In the material below, tally the lines that include the string "paths", then write down only the total.

### [Records for the exercise]
-*-

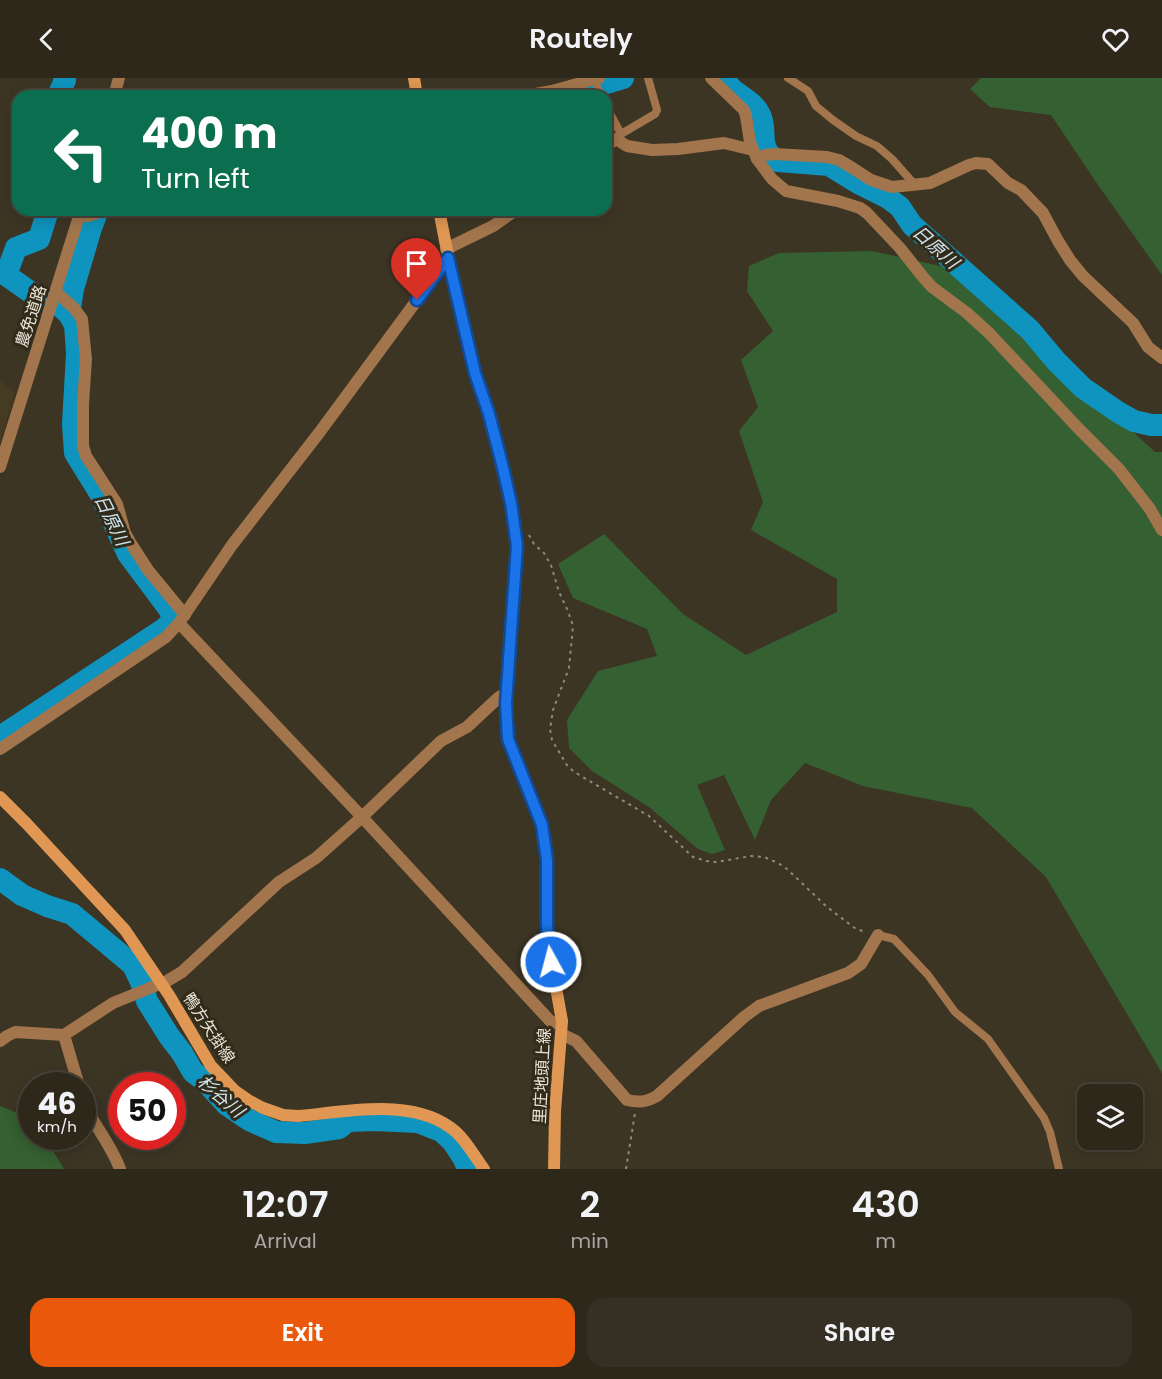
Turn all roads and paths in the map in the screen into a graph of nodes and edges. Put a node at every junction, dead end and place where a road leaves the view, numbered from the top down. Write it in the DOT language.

-*-

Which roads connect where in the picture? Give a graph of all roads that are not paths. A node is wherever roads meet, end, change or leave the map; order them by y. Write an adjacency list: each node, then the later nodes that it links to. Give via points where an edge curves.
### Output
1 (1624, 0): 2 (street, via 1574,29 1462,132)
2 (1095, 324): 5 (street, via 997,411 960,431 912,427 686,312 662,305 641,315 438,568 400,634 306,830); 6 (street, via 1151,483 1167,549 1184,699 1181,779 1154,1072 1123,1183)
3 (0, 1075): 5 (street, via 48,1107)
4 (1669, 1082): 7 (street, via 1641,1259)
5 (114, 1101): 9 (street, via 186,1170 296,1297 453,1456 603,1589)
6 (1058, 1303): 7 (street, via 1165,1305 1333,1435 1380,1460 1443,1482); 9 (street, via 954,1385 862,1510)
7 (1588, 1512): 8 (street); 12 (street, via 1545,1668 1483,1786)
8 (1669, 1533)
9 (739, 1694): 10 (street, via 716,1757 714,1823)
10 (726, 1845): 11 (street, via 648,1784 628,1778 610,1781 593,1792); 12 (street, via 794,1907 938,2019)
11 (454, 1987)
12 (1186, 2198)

-*-

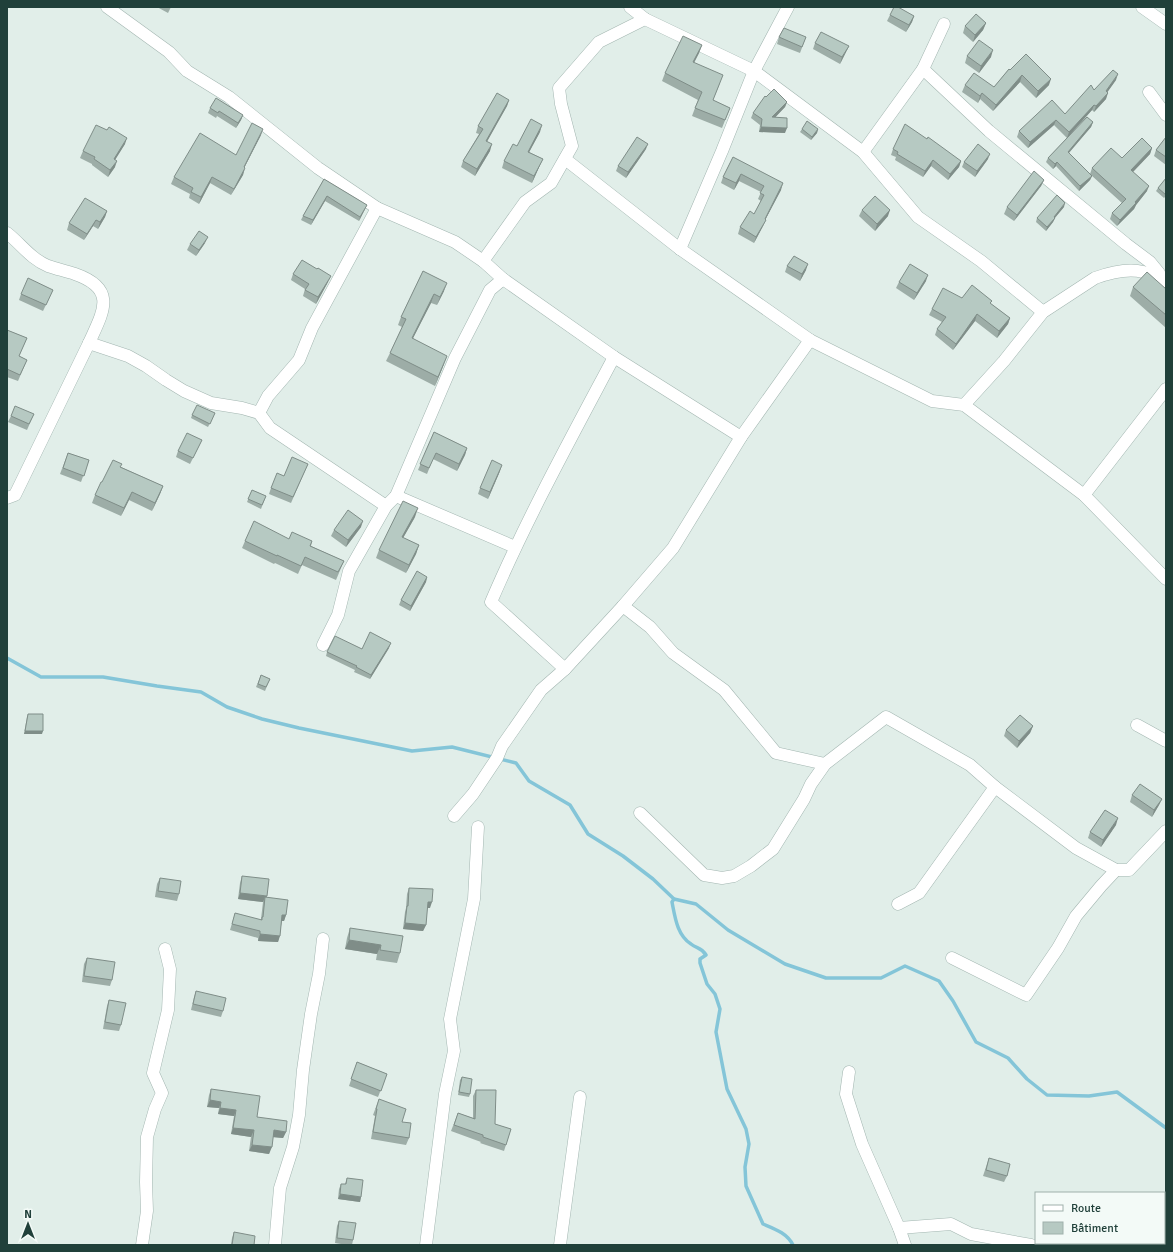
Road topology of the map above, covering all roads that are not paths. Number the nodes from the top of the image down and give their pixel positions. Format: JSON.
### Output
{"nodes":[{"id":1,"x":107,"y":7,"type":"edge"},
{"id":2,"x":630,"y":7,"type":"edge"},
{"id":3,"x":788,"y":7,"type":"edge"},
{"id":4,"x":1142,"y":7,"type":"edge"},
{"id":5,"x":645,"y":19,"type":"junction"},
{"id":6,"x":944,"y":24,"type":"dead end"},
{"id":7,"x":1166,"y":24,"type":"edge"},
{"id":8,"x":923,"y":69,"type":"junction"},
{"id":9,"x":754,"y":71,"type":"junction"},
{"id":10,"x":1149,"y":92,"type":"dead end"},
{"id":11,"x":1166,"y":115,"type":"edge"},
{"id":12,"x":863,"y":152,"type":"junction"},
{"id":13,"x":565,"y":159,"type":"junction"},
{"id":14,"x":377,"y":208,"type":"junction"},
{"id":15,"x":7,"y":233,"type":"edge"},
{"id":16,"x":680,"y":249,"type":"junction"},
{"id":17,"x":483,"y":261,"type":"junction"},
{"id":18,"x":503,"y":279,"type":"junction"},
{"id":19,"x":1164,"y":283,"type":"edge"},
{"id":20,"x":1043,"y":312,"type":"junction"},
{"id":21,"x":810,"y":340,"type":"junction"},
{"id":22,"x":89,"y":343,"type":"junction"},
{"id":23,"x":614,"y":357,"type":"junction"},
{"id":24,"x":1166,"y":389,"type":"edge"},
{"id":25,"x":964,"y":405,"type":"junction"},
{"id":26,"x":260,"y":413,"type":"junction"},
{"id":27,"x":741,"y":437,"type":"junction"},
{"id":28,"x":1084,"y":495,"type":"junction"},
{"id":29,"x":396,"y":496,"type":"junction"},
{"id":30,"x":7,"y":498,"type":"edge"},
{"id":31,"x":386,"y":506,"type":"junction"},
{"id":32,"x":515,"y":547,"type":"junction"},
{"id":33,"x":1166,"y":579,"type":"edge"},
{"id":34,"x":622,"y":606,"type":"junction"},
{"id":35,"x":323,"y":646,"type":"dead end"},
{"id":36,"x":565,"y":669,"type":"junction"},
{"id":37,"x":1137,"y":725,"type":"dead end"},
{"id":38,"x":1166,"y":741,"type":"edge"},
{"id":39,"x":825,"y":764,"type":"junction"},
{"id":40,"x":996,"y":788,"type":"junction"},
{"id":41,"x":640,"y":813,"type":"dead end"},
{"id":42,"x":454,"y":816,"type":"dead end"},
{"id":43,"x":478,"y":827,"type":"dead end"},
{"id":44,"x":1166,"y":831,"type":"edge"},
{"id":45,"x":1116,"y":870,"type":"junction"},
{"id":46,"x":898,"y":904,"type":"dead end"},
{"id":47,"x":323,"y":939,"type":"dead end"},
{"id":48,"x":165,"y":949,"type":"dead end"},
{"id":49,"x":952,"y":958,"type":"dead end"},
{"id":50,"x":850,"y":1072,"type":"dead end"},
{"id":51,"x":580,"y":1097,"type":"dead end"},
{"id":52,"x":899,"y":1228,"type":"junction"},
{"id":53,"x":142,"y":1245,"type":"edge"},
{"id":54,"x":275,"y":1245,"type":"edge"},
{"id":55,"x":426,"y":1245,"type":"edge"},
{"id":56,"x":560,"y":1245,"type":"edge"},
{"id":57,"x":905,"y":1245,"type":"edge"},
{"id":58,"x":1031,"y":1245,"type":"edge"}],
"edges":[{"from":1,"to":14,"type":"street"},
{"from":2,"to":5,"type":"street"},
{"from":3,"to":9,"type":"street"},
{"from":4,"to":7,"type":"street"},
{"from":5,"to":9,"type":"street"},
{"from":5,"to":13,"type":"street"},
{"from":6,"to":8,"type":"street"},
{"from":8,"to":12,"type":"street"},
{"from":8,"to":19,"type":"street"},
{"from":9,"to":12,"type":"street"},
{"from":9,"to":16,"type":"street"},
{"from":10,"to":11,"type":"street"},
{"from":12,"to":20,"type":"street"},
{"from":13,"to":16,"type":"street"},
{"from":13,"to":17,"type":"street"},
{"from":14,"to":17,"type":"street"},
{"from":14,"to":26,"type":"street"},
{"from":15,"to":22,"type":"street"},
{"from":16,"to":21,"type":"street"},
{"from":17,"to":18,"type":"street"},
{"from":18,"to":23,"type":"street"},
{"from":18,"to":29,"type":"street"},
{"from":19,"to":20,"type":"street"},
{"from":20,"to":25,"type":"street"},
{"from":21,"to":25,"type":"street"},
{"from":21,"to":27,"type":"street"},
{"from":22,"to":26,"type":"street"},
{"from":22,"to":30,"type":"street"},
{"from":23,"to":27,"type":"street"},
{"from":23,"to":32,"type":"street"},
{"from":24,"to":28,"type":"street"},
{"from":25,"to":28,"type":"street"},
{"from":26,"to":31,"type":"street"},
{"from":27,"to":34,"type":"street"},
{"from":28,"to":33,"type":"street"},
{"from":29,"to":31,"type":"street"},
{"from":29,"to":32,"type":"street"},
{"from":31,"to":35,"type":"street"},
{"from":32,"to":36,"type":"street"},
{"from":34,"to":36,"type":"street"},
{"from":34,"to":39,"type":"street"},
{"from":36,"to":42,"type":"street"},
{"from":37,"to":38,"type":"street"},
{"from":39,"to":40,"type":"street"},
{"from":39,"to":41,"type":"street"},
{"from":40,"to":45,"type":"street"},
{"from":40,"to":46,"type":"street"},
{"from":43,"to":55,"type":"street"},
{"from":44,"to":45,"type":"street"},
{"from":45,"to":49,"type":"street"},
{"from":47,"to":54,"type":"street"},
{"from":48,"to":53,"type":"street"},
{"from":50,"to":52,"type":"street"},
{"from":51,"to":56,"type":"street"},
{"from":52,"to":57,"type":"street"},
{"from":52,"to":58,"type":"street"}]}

-*-

### [Exercise response]
3